Gluck’s “Misera, dove son! … Ah! non son io che parlo” from Ezio was more demented diva in distress than smelling the flowers—this wide-ranging dramatic scena found DiDonato cursing fate on the banks of the Tiber.  Biagio Marini’s “Con le stelle in ciel che mai” was a Monteverdian ode to nature to strumming lutes with Maestro Emelyanychev on recorder for a showy solo.

Francesco Cavalli’s “Piante ombrose” from La Calisto provided the occasion for more diva defiance including the cry “Non più guerra!” (No more war!) that stirred the hearts of most of us in attendance.  These pieces leaned heavily on DiDonato’s coloratura technique which remains impressive and precise in her early fifties.

The final two pieces, Handel’s “As with rosy steps the morn” from Theodora and Mahler’s “Ich bin der Welt abhanden gekommen” from Rückert-Lieder found our protagonist looking to God’s light in nature and then turning inward lost to the world in a realm of inner peace and calm.  (Handel returned for an encore with “Ombra mai fu” from Serse.)

DiDonato’s voice has changed over time:  the timbre once homogenous, honeyed-toned, sunny yet rich has with maturity turned into a cooler silvery sound with a soprano-like top.  The tone floats easily in the upper register while the middle register is full of shifting mezzotint colors.

The lower register Sunday night sounded hollow and raspy.  Occasionally there is a brittleness and prominent vibrato but this somehow adds a slightly broken vulnerability and appealing humanity to her singing.
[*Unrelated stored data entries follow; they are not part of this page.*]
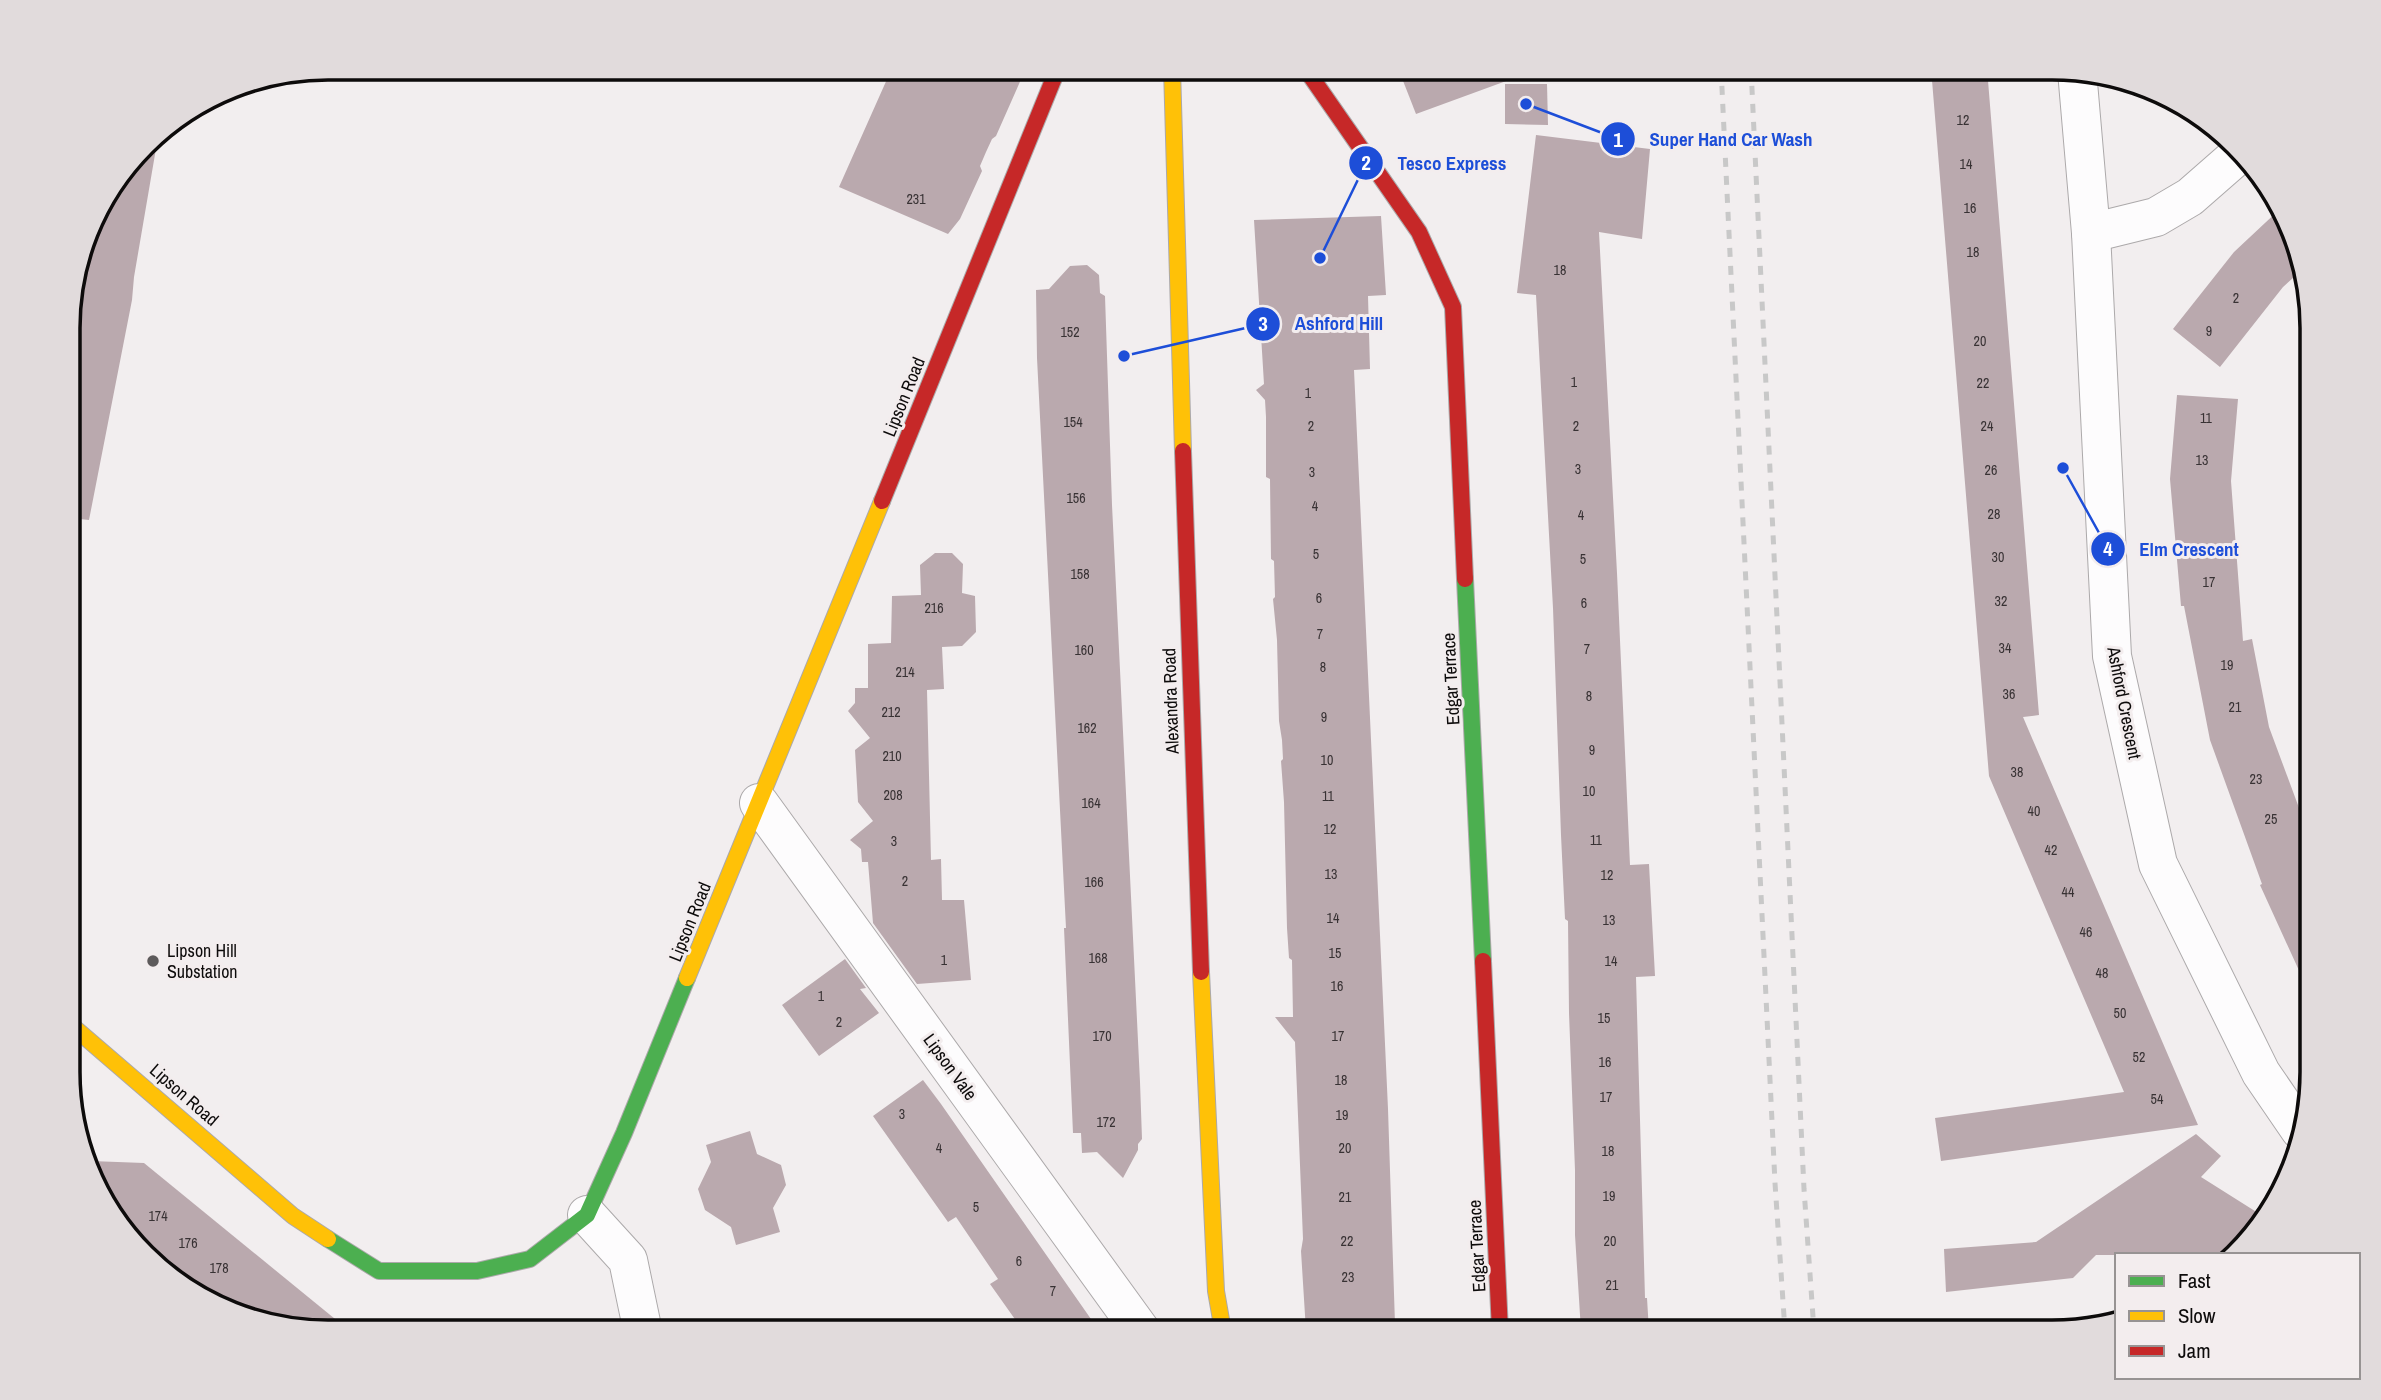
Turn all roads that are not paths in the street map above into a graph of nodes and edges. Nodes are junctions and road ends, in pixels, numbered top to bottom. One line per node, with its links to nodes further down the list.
1 (1053, 80): 7 (street, Lipson Road)
2 (1172, 80): 13 (street, Alexandra Road)
3 (1312, 80): 14 (street, Edgar Terrace)
4 (2078, 82): 6 (street, Ashford Crescent)
5 (2233, 159): 6 (street)
6 (2091, 233): 9 (street, Ashford Crescent)
7 (759, 803): 10 (street, Lipson Road); 12 (street, Lipson Vale)
8 (80, 1033): 10 (street, Lipson Road)
9 (2295, 1123)
10 (587, 1215): 11 (street)
11 (640, 1320)
12 (1132, 1320)
13 (1221, 1320)
14 (1499, 1320)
In many ways it is more important what DiDonato does with her voice than the actual sound of the instrument itself.

While watching this concert I was reminded of two charismatic and fiercely individual female performers.  The first was the dance legend Martha Graham:  DiDonato ascending a navigable scenic sculpture similar to Isamu Noguchi’s while exploring the inner torments of a female protagonist evoked the modern dance pioneer.  Her contemporary yet timelessly simple gown and sculpted coiffure furthered the resemblance to the 20th century dance diva.
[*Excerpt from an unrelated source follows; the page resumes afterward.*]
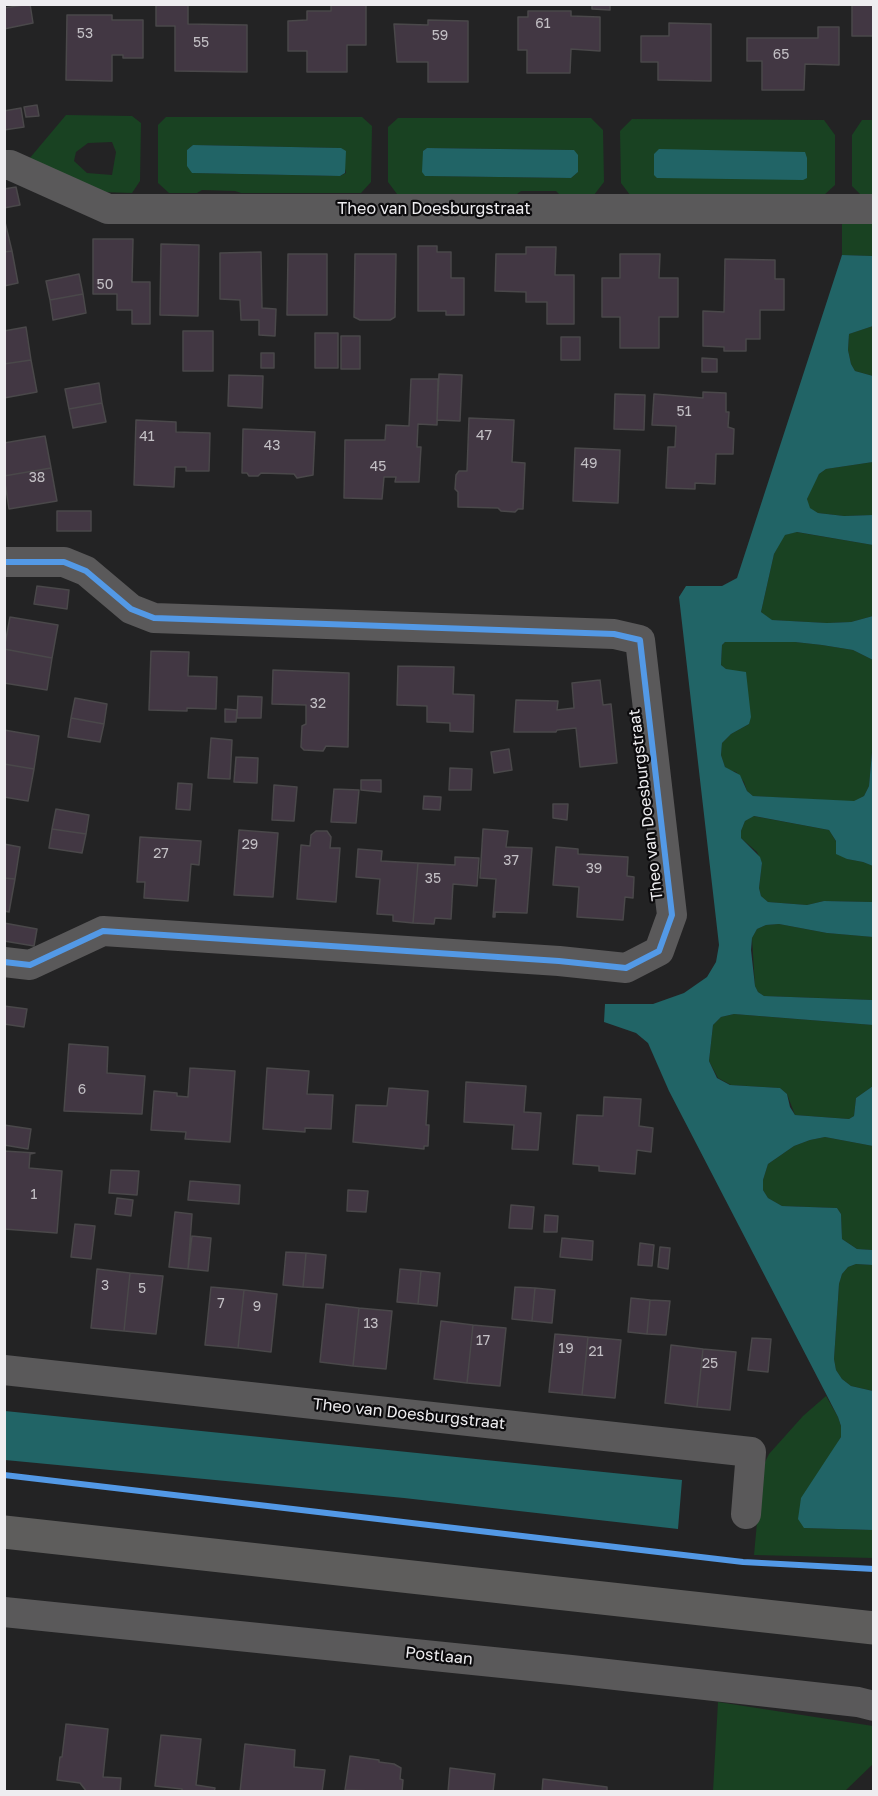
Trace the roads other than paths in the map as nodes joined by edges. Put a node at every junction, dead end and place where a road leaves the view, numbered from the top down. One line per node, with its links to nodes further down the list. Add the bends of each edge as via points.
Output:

Much of the repertory DiDonato sang (Handel’s Serse and Irene in Theodora) were Lorraine Hunt-Lieberson specialties and evoked memories of the late mezzo-soprano who died in 2006.   In 2001, Hunt-Lieberson performed a staged concert of two Bach cantatas “Mein Herze schwimmt im Blut” and “Ich habe Genug” conceived and directed by Peter Sellars which prefigured Eden in many ways.  Hunt-Lieberson’s artistic credo of digging deep and soaring high is one that DiDonato aspires to and admires despite their being very different artists.

The evening was held together by DiDonato’s personal charisma and commitment and the superb musicianship of the mezzo-soprano and Il Pomo d’Oro.  The wide-ranging eclectic program revealed a lot about DiDonato’s versatility and ambition but whether the evolution of the protagonist and her relationship to nature was embodied or merely imposed on the material is open to debate.  I was involved and entertained throughout even while questioning how the material advanced the concept or specific choices that were made.

In a long post-concert speech, DiDonato thanked the audience for being there for her after such a long hiatus and invited onstage a youth chorus from the educational program Salute to Music and the All-City High School Chorus for an original song, “Seeds of Hope” (this song is a fixed part of the program utilizing local children’s choirs).

DiDonato sang with them and it was hard not to be moved by their innocent joy in music-making.  Ultimately making music together is healing and replenishes the soul just as much as connecting with nature.  So that part of DiDonato’s mission was fulfilled admirably.